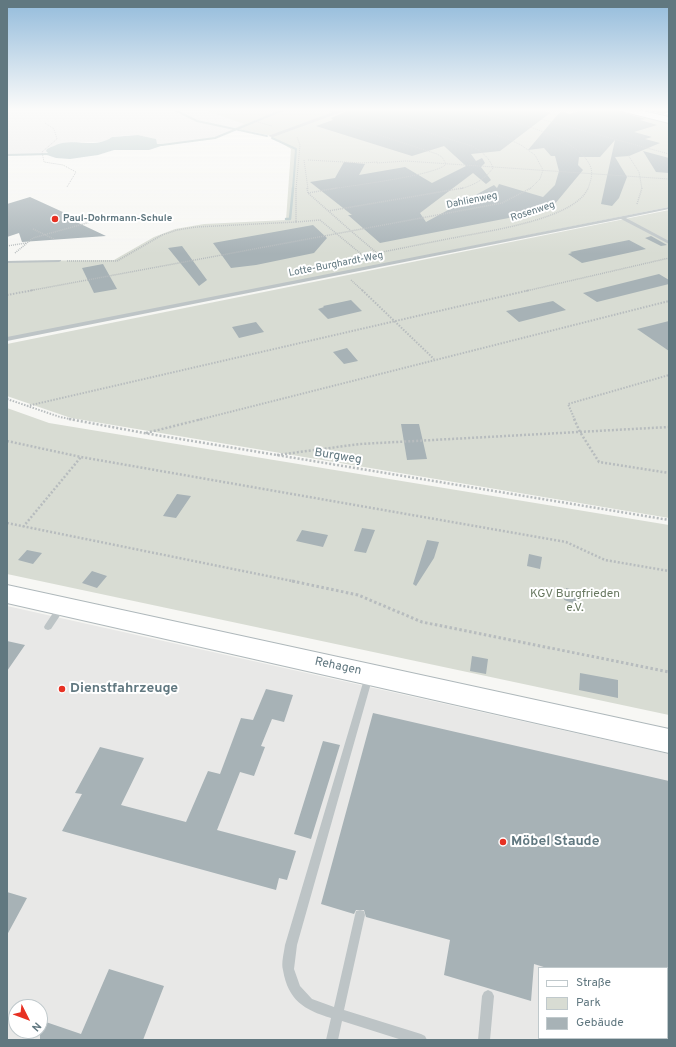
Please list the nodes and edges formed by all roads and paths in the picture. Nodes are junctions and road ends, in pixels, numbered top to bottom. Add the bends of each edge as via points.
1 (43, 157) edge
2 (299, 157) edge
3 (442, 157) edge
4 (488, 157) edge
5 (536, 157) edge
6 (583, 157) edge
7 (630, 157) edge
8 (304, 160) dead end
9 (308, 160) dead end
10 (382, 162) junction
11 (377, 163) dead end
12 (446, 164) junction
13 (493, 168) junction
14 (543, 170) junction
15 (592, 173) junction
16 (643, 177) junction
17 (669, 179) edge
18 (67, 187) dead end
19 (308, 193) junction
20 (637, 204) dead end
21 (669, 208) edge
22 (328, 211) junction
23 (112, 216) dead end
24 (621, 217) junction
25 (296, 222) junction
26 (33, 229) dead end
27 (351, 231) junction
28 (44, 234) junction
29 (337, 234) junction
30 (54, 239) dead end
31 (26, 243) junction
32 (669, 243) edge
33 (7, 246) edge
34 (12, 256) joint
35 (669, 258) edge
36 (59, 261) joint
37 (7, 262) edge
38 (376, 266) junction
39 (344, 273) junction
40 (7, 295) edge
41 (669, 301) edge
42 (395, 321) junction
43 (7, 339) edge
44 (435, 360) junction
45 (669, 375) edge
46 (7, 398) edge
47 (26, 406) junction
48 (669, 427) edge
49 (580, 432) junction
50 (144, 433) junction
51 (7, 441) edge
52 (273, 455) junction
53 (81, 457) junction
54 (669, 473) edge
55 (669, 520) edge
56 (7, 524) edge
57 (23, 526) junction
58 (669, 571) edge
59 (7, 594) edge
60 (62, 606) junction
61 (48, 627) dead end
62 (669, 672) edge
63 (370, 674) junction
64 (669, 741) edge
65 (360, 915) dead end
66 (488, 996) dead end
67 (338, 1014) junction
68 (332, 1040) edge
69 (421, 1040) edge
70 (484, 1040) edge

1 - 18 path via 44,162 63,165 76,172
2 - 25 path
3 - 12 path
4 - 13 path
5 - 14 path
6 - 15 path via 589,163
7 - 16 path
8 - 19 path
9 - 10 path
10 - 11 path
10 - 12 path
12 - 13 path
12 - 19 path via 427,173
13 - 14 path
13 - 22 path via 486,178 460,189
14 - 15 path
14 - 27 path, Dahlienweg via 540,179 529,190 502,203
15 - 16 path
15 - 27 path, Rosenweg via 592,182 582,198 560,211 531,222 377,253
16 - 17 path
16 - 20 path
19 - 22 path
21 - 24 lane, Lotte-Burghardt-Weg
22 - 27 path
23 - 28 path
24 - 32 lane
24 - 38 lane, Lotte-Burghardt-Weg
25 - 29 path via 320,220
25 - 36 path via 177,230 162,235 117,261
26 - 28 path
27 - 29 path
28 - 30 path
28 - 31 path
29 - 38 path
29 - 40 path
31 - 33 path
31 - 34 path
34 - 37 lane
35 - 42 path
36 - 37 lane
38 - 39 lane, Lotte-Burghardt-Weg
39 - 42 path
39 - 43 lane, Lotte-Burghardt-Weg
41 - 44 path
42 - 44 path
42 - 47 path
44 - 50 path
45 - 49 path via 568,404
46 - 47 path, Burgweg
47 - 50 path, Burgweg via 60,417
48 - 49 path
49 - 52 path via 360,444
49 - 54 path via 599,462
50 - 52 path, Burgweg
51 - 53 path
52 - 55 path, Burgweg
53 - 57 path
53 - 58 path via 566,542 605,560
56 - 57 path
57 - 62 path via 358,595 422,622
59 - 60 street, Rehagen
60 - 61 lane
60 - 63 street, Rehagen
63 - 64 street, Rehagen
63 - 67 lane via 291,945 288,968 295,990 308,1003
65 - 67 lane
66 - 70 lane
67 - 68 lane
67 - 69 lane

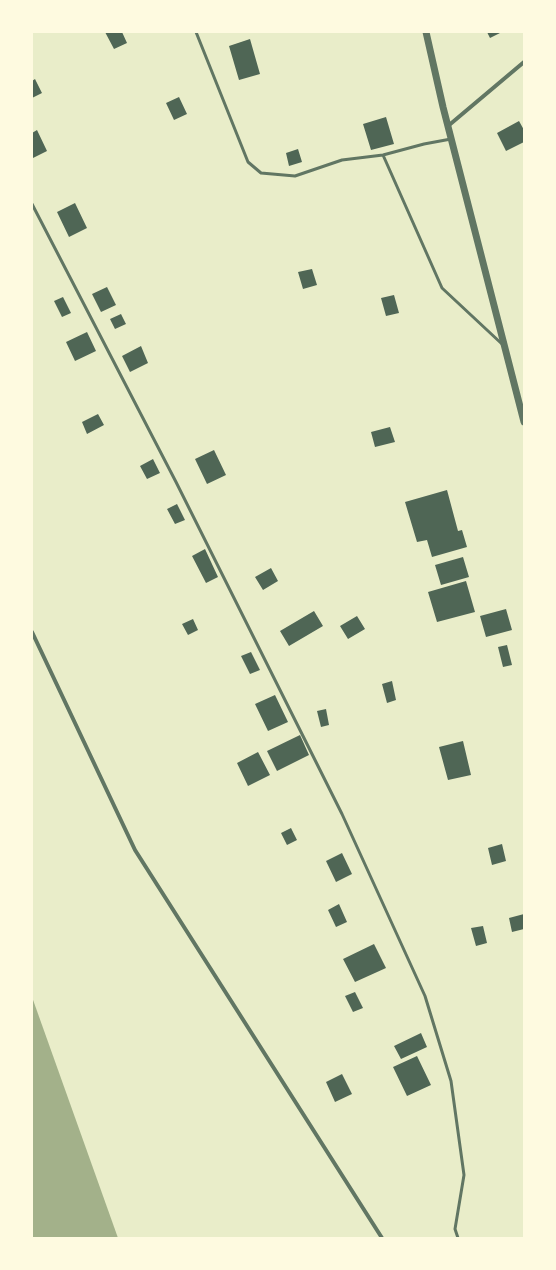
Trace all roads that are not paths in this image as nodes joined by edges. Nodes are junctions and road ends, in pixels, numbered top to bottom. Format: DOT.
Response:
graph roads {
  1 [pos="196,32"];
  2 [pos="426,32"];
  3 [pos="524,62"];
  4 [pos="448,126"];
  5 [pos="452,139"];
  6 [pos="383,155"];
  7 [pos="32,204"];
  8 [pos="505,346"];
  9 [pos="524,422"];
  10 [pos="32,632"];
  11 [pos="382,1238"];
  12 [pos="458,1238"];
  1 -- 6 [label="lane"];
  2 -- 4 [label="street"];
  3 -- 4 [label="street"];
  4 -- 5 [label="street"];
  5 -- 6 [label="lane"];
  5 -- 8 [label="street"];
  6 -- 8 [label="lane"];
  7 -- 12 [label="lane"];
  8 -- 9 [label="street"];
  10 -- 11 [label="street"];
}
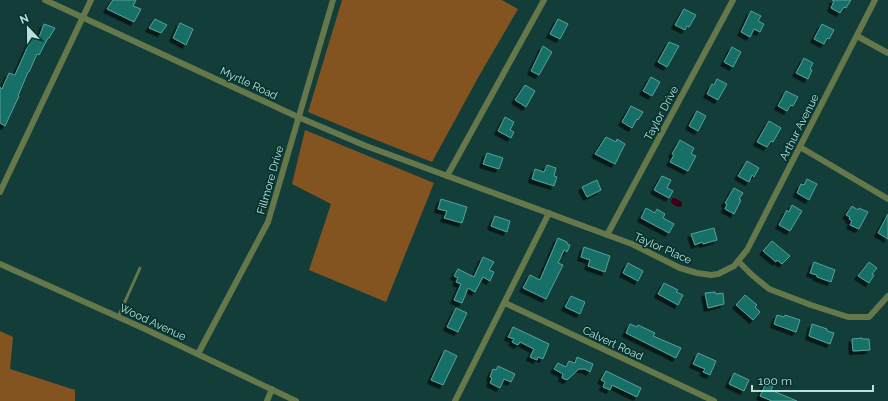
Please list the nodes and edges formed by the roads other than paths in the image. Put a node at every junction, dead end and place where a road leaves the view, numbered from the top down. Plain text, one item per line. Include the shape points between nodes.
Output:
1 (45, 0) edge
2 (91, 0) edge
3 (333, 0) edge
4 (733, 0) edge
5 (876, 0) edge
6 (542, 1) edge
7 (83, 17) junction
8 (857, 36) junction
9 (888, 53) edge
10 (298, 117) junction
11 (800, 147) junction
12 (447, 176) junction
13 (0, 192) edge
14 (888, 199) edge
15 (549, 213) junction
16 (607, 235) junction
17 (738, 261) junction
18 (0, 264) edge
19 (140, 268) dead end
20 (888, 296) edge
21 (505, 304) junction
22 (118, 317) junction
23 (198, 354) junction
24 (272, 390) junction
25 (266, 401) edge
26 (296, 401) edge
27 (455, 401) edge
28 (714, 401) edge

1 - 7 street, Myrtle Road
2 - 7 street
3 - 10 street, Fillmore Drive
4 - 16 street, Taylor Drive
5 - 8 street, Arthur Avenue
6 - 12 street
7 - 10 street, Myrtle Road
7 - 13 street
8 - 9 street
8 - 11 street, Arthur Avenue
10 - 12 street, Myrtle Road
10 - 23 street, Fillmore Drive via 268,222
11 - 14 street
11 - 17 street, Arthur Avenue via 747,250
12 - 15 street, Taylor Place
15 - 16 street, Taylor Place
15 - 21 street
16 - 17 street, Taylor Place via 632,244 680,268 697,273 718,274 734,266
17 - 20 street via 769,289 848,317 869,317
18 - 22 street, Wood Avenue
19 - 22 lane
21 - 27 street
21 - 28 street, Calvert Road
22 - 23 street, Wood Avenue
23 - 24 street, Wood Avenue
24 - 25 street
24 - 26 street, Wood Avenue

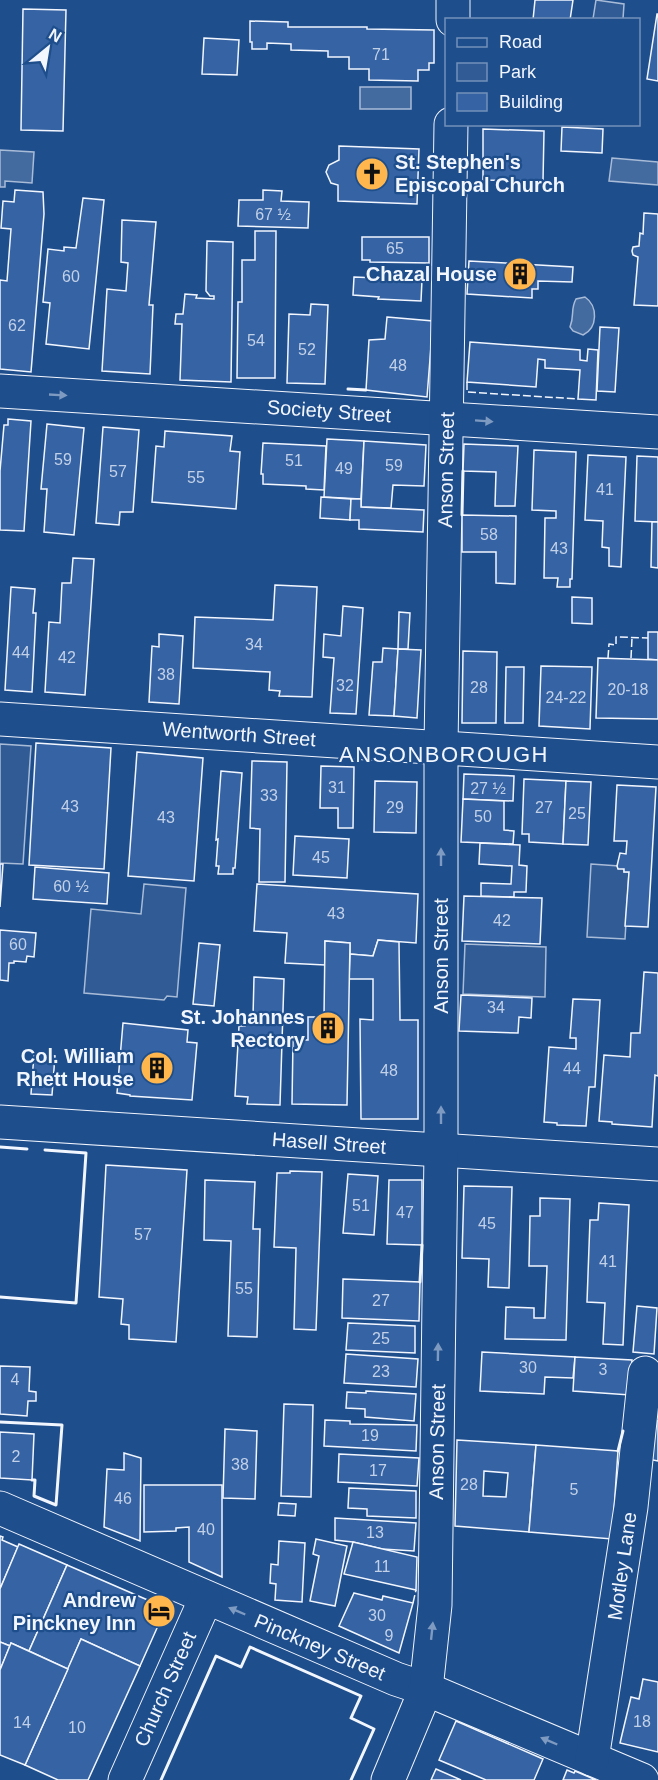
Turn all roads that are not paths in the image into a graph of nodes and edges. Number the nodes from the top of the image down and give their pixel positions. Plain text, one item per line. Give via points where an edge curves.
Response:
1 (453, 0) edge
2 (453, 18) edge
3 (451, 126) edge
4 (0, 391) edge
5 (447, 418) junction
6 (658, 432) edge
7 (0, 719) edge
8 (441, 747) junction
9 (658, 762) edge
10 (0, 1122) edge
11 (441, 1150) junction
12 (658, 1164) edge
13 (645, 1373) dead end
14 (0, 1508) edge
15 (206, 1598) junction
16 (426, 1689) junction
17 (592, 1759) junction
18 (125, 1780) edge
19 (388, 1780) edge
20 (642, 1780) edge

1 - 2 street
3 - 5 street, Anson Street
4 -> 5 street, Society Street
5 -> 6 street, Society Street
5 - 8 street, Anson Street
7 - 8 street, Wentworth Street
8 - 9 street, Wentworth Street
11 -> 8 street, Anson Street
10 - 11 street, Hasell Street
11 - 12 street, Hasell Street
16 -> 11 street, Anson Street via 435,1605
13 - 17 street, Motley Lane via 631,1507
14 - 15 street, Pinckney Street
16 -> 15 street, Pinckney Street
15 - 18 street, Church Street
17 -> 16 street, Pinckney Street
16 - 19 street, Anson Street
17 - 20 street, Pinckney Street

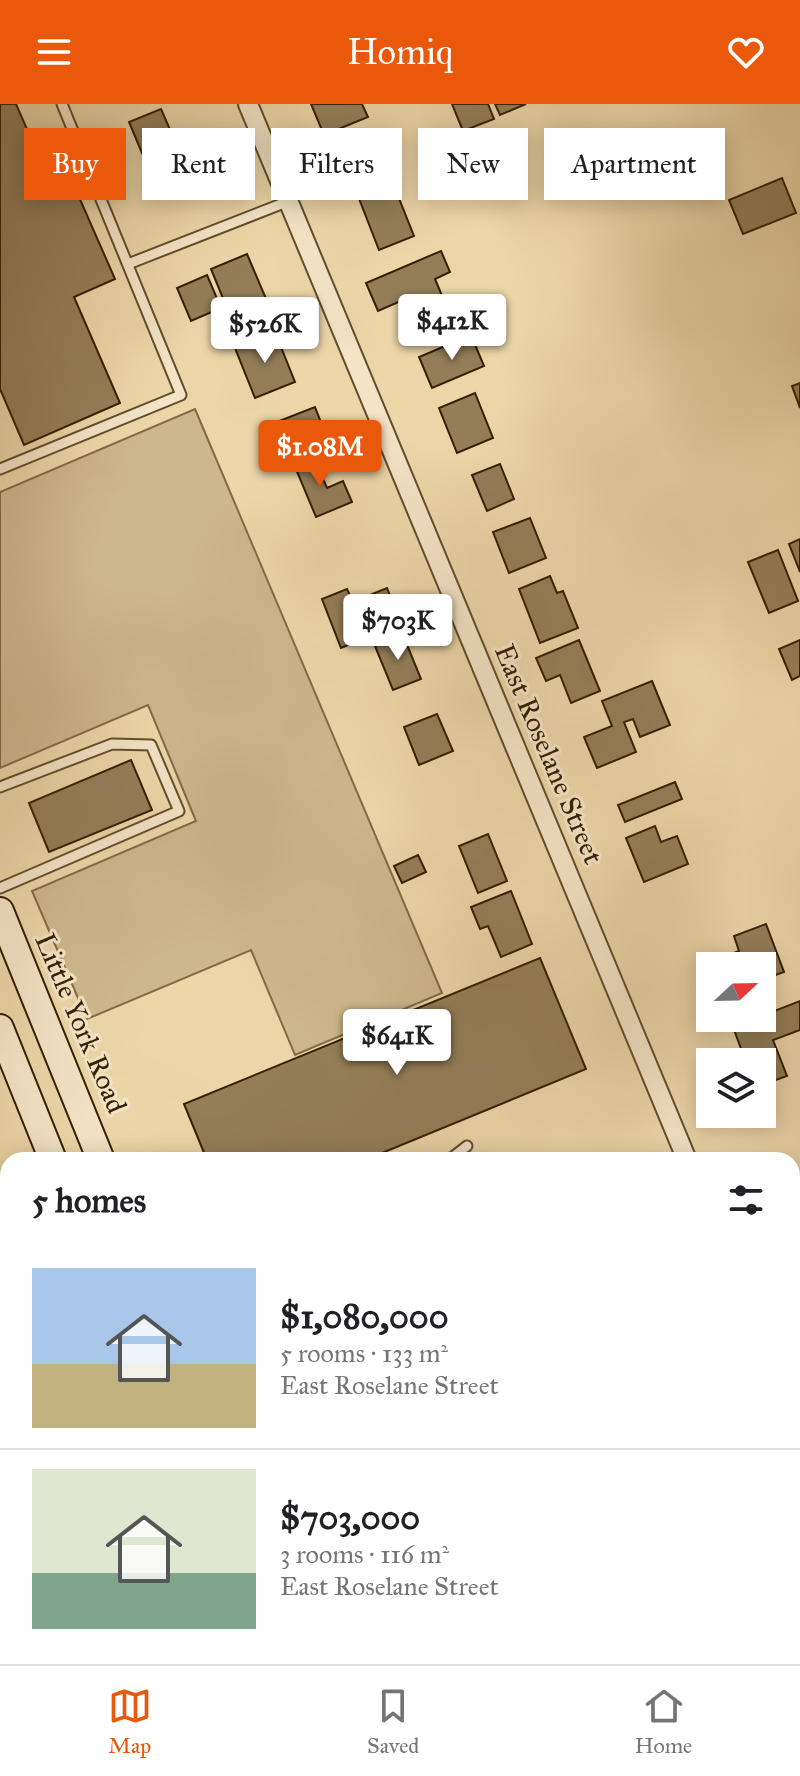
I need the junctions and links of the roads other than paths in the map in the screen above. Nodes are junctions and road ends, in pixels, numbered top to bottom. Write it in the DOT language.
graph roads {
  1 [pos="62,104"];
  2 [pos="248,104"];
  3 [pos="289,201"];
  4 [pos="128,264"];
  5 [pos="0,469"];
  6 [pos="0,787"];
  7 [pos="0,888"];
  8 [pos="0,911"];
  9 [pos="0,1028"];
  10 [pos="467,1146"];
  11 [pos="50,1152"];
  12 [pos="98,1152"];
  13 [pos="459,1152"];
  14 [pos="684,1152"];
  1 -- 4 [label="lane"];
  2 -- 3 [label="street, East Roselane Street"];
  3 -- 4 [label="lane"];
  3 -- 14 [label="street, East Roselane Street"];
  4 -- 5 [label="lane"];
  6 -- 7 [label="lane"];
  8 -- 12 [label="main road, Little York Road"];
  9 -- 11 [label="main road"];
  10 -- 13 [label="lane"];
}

### [Work order]
Using the material above, reproduce only the lines that run from the line with "Trace all roads" up to and including the line with "Please list the nodes and edges formed by the", exactly, with the pictures dropped.

### [Response to this task]
Trace all roads that are not paths in this image as nodes joined by edges. Nodes are junctions and road ends, in pixels, numbered top to bottom. Format: DOT.
Response:
graph roads {
  1 [pos="196,32"];
  2 [pos="426,32"];
  3 [pos="524,62"];
  4 [pos="448,126"];
  5 [pos="452,139"];
  6 [pos="383,155"];
  7 [pos="32,204"];
  8 [pos="505,346"];
  9 [pos="524,422"];
  10 [pos="32,632"];
  11 [pos="382,1238"];
  12 [pos="458,1238"];
  1 -- 6 [label="lane"];
  2 -- 4 [label="street"];
  3 -- 4 [label="street"];
  4 -- 5 [label="street"];
  5 -- 6 [label="lane"];
  5 -- 8 [label="street"];
  6 -- 8 [label="lane"];
  7 -- 12 [label="lane"];
  8 -- 9 [label="street"];
  10 -- 11 [label="street"];
}
Please list the nodes and edges formed by the roads other than paths in the image. Put a node at every junction, dead end and place where a road leaves the view, numbered from the top down. Plain text, one item per line. Include the shape points between nodes.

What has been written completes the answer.